Transcribe the records word for word, leaving nothing out.

(Collection entries)
◆ ◆ ◆ ◆ ◆
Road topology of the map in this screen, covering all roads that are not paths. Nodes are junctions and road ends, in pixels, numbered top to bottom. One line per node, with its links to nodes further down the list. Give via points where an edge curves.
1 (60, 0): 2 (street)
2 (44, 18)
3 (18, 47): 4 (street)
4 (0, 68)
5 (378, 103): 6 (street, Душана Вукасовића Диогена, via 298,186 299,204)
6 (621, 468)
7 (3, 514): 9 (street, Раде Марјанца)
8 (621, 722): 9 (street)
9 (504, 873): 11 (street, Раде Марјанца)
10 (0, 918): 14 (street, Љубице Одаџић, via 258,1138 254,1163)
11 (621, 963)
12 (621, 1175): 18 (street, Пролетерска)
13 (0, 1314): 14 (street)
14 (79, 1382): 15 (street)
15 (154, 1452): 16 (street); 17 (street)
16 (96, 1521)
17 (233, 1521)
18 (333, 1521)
◆ ◆ ◆ ◆ ◆
* _Completed exercise_:
Road topology of the map in this screen, covering all roads that are not paths. Nodes are junctions and road ends, in pixels, numbered top to bottom. One line per node, with its links to nodes further down the list. Give via points where an edge curves.
1 (60, 0): 2 (street)
2 (44, 18)
3 (18, 47): 4 (street)
4 (0, 68)
5 (378, 103): 6 (street, Душана Вукасовића Диогена, via 298,186 299,204)
6 (621, 468)
7 (3, 514): 9 (street, Раде Марјанца)
8 (621, 722): 9 (street)
9 (504, 873): 11 (street, Раде Марјанца)
10 (0, 918): 14 (street, Љубице Одаџић, via 258,1138 254,1163)
11 (621, 963)
12 (621, 1175): 18 (street, Пролетерска)
13 (0, 1314): 14 (street)
14 (79, 1382): 15 (street)
15 (154, 1452): 16 (street); 17 (street)
16 (96, 1521)
17 (233, 1521)
18 (333, 1521)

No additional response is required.